=== TRY IT ===
Across the records below, how many lines include the word "nodes"? State only the number.

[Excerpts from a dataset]
....

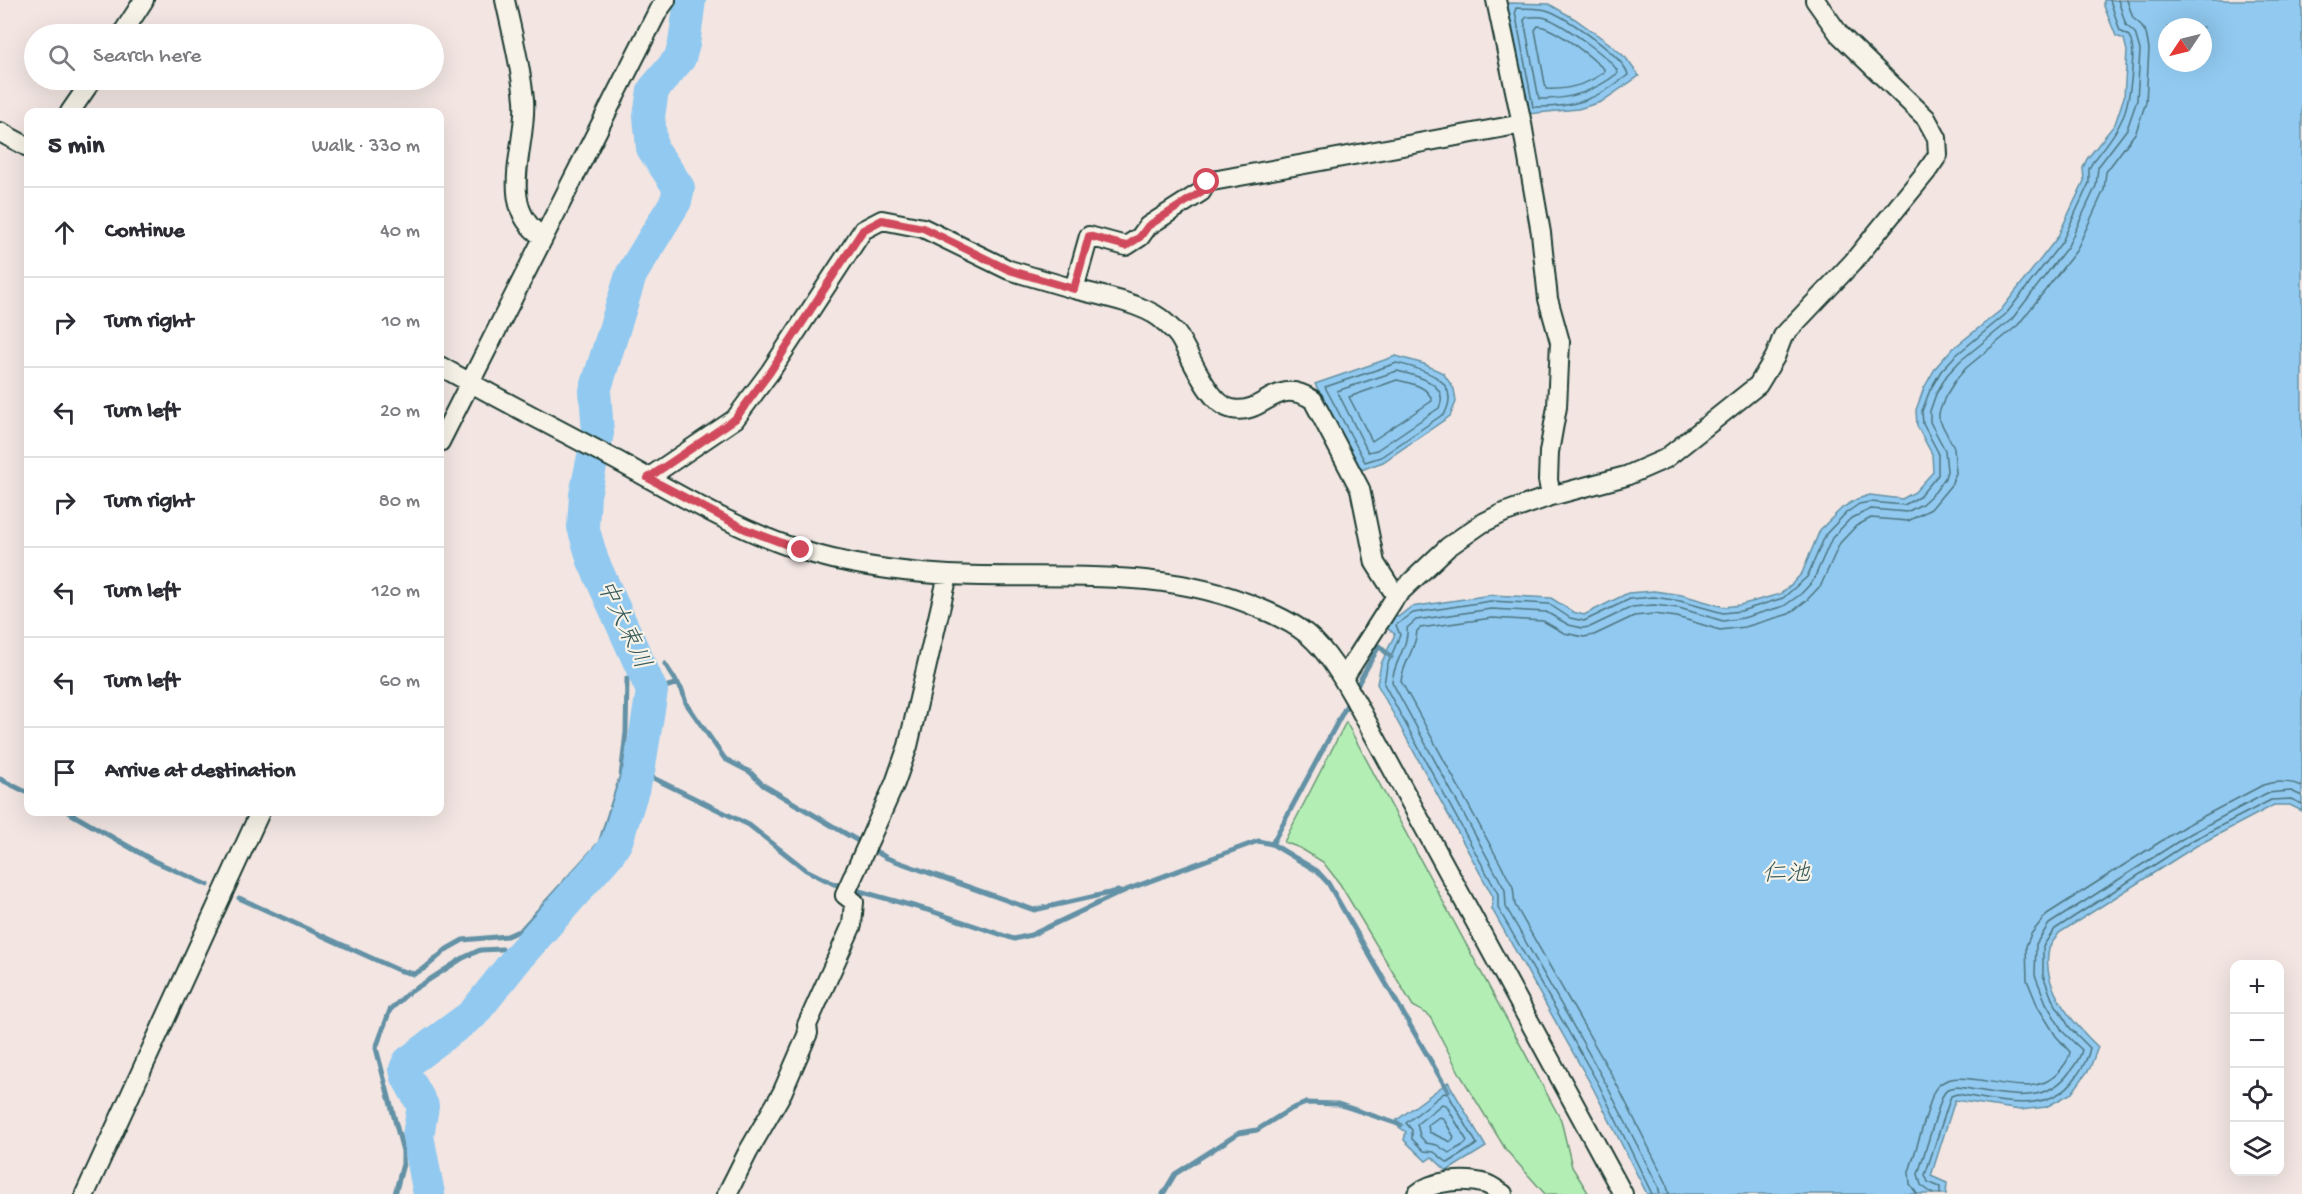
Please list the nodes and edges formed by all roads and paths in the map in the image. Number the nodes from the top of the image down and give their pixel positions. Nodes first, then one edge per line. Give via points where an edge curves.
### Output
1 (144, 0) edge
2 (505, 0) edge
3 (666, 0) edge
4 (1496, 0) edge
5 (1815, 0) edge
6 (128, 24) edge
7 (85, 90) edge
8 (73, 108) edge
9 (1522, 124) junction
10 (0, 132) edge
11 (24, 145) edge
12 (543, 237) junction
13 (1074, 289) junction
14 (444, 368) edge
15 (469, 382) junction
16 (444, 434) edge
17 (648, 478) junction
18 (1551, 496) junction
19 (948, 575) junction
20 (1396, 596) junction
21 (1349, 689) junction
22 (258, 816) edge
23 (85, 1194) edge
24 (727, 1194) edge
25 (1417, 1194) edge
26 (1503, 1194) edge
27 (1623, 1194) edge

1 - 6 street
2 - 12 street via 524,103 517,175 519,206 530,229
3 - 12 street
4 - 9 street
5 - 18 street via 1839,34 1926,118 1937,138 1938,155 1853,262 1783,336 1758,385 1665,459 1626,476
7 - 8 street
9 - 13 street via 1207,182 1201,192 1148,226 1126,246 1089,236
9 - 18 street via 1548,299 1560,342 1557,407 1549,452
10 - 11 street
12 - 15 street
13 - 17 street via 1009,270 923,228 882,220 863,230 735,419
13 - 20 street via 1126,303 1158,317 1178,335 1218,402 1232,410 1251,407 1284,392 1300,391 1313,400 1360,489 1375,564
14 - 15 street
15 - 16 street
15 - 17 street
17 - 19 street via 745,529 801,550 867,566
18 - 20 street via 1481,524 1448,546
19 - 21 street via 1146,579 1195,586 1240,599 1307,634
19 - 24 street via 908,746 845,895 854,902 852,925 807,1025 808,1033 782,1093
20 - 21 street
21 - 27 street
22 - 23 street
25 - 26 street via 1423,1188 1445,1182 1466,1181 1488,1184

....

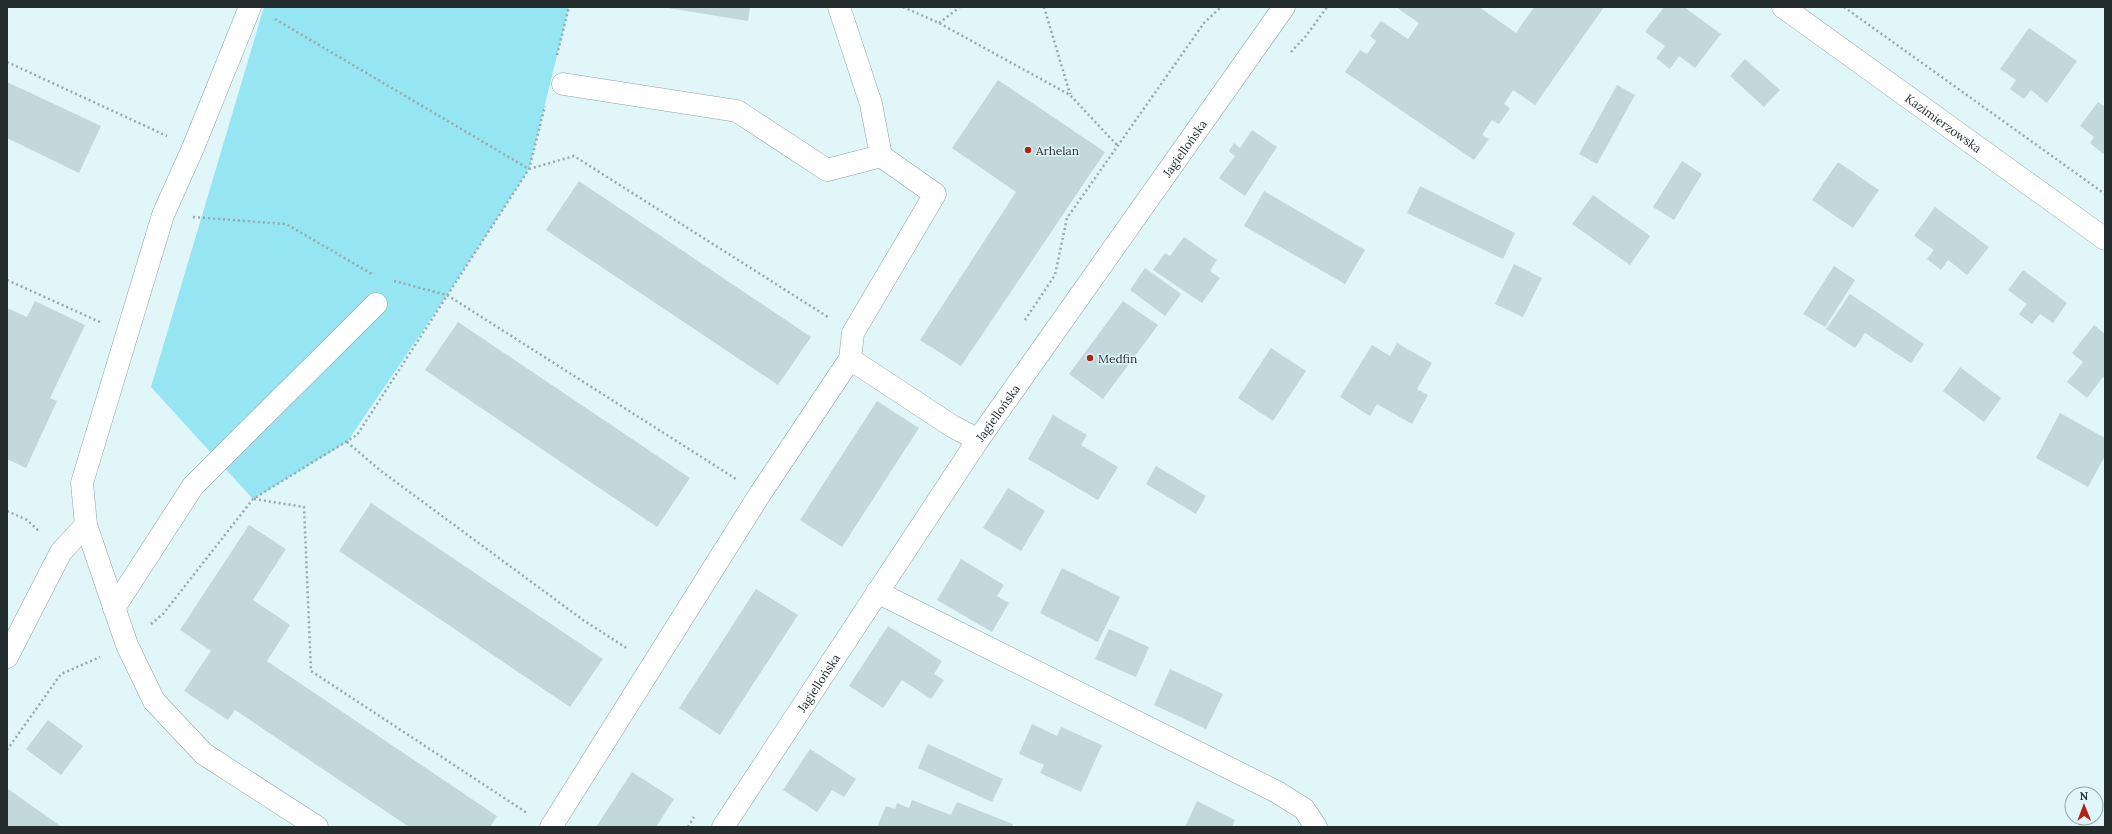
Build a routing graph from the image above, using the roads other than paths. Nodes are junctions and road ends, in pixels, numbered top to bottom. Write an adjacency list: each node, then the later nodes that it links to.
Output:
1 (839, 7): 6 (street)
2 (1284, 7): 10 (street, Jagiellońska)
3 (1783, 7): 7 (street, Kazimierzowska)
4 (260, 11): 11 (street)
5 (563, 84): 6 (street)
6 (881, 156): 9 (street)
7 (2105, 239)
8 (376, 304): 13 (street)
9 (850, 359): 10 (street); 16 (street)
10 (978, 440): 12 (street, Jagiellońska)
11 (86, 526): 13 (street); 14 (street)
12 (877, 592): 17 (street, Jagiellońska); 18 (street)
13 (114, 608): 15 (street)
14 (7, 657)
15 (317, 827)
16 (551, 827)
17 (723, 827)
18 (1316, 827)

....

=== ANSWER BELOW ===
2